TASK STATEMENT:
In the entries below, every line that contains "main" must be located and copied.

DATA PROVIDED:

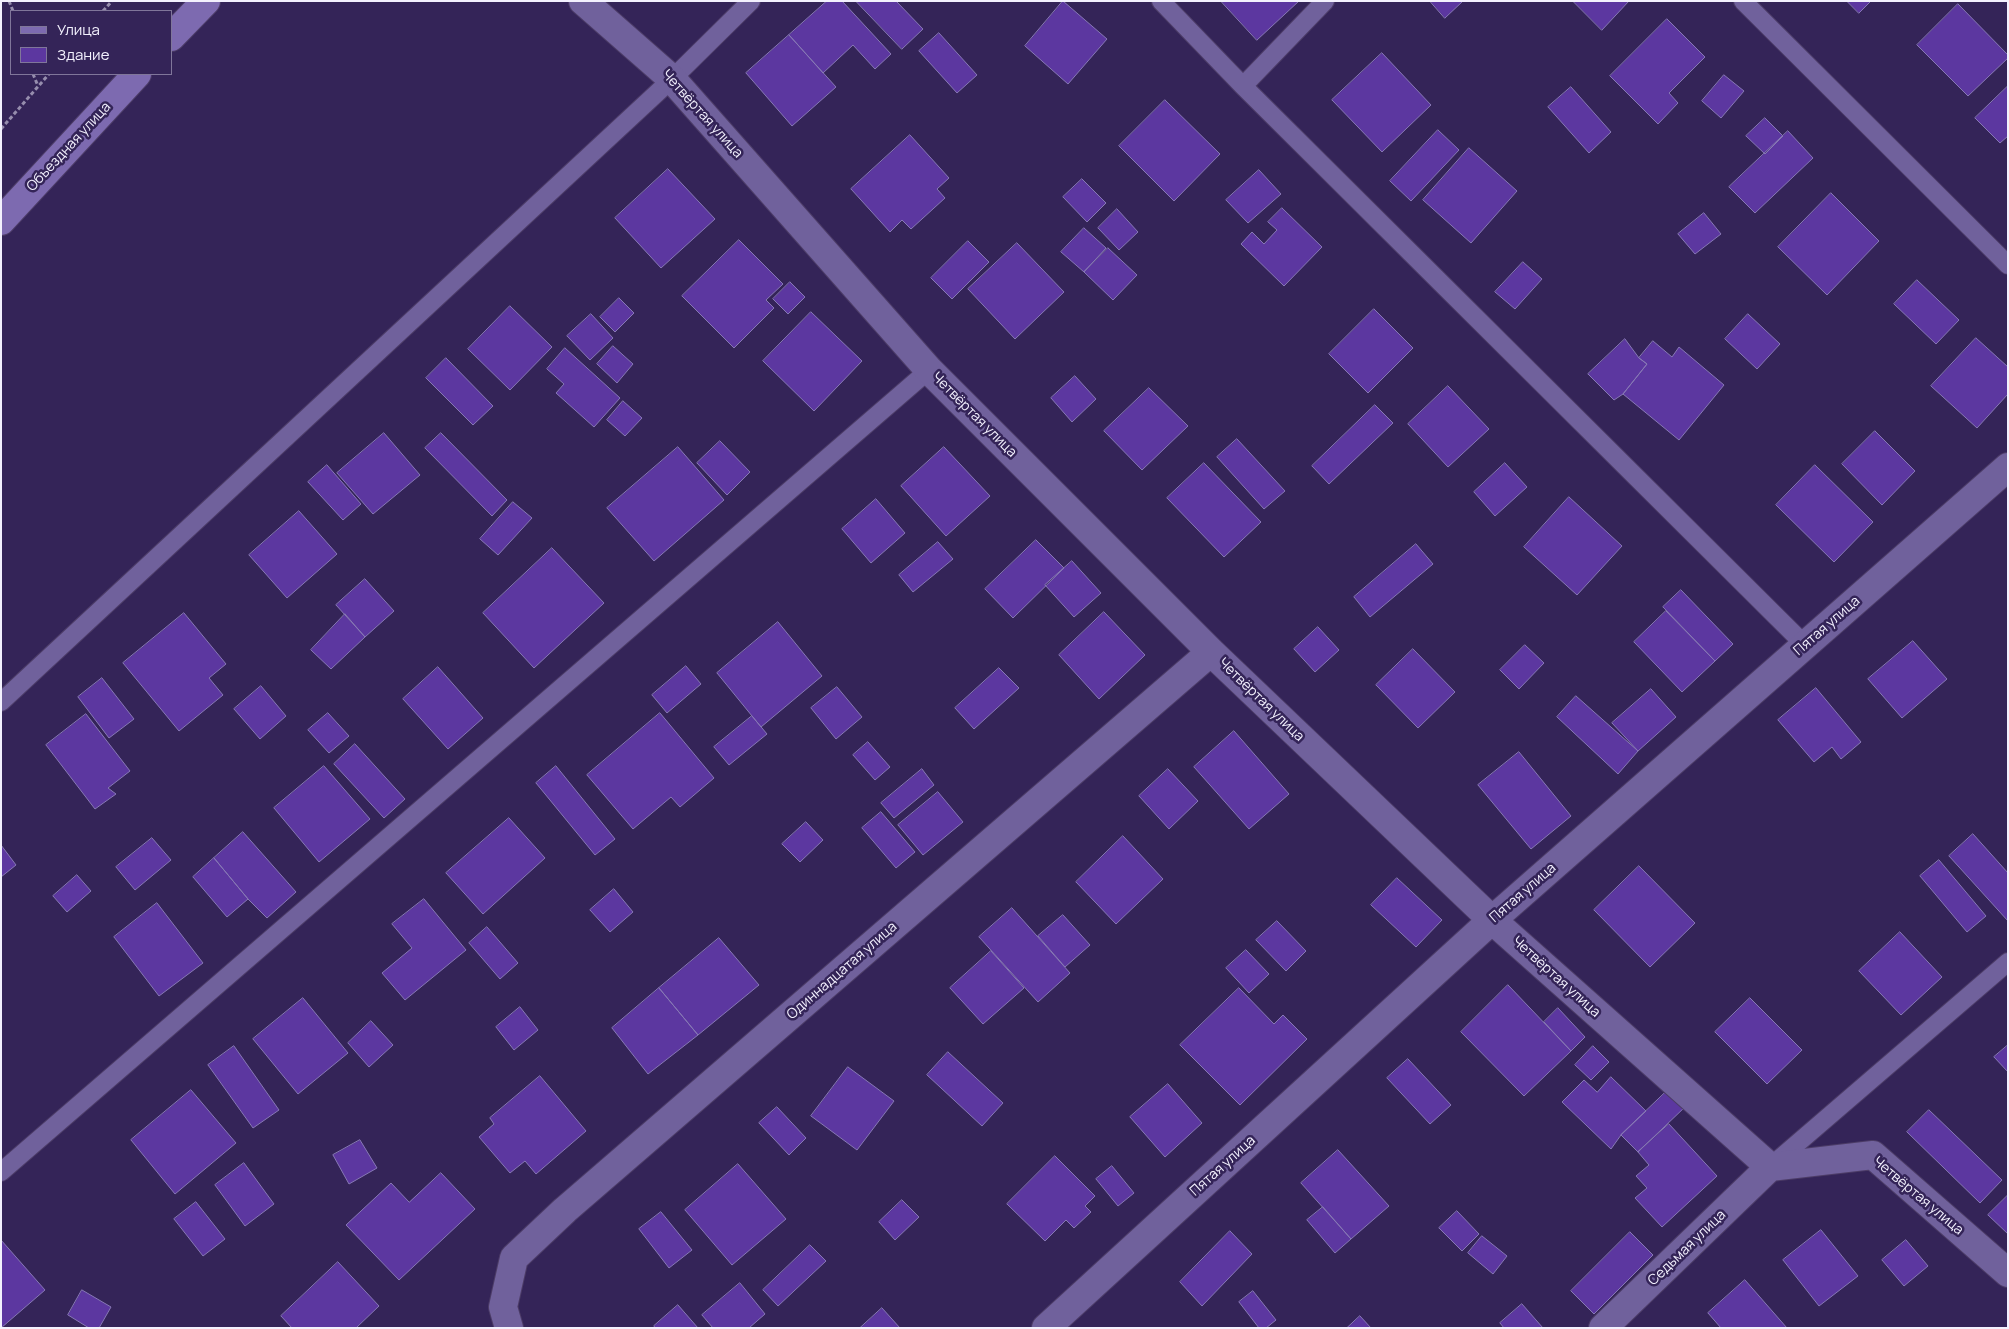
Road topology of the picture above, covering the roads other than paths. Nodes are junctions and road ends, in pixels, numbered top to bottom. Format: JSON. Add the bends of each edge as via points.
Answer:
{"nodes":[{"id":1,"x":206,"y":1,"type":"edge"},
{"id":2,"x":584,"y":1,"type":"edge"},
{"id":3,"x":751,"y":1,"type":"edge"},
{"id":4,"x":1161,"y":1,"type":"edge"},
{"id":5,"x":1325,"y":1,"type":"edge"},
{"id":6,"x":1743,"y":1,"type":"edge"},
{"id":7,"x":172,"y":36,"type":"edge"},
{"id":8,"x":136,"y":75,"type":"edge"},
{"id":9,"x":672,"y":79,"type":"junction"},
{"id":10,"x":1243,"y":86,"type":"junction"},
{"id":11,"x":1,"y":221,"type":"edge"},
{"id":12,"x":2008,"y":265,"type":"edge"},
{"id":13,"x":929,"y":370,"type":"junction"},
{"id":14,"x":2008,"y":467,"type":"edge"},
{"id":15,"x":1805,"y":645,"type":"junction"},
{"id":16,"x":1211,"y":652,"type":"junction"},
{"id":17,"x":1,"y":702,"type":"edge"},
{"id":18,"x":1492,"y":920,"type":"junction"},
{"id":19,"x":2008,"y":962,"type":"edge"},
{"id":20,"x":1770,"y":1167,"type":"junction"},
{"id":21,"x":1,"y":1172,"type":"edge"},
{"id":22,"x":2008,"y":1273,"type":"edge"},
{"id":23,"x":506,"y":1318,"type":"edge"},
{"id":24,"x":1046,"y":1328,"type":"edge"},
{"id":25,"x":1603,"y":1328,"type":"edge"}],
"edges":[{"from":1,"to":7,"type":"main road"},
{"from":2,"to":9,"type":"street","name":"Четвёртая улица"},
{"from":3,"to":9,"type":"lane"},
{"from":4,"to":10,"type":"lane"},
{"from":5,"to":10,"type":"lane"},
{"from":6,"to":12,"type":"lane"},
{"from":8,"to":11,"type":"main road","name":"Объездная улица"},
{"from":9,"to":13,"type":"street","name":"Четвёртая улица"},
{"from":9,"to":17,"type":"lane"},
{"from":10,"to":15,"type":"lane"},
{"from":13,"to":16,"type":"street","name":"Четвёртая улица"},
{"from":13,"to":21,"type":"lane"},
{"from":14,"to":15,"type":"street","name":"Пятая улица"},
{"from":15,"to":18,"type":"street","name":"Пятая улица"},
{"from":16,"to":18,"type":"street","name":"Четвёртая улица"},
{"from":16,"to":23,"type":"street","name":"Одиннадцатая улица","via":[[565,1210],[514,1258]]},
{"from":18,"to":20,"type":"street","name":"Четвёртая улица"},
{"from":18,"to":24,"type":"street","name":"Пятая улица"},
{"from":19,"to":20,"type":"lane"},
{"from":20,"to":22,"type":"street","name":"Четвёртая улица","via":[[1873,1155]]},
{"from":20,"to":25,"type":"street","name":"Седьмая улица"}]}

PROBLEM SOLUTION:
"edges":[{"from":1,"to":7,"type":"main road"},
{"from":8,"to":11,"type":"main road","name":"Объездная улица"},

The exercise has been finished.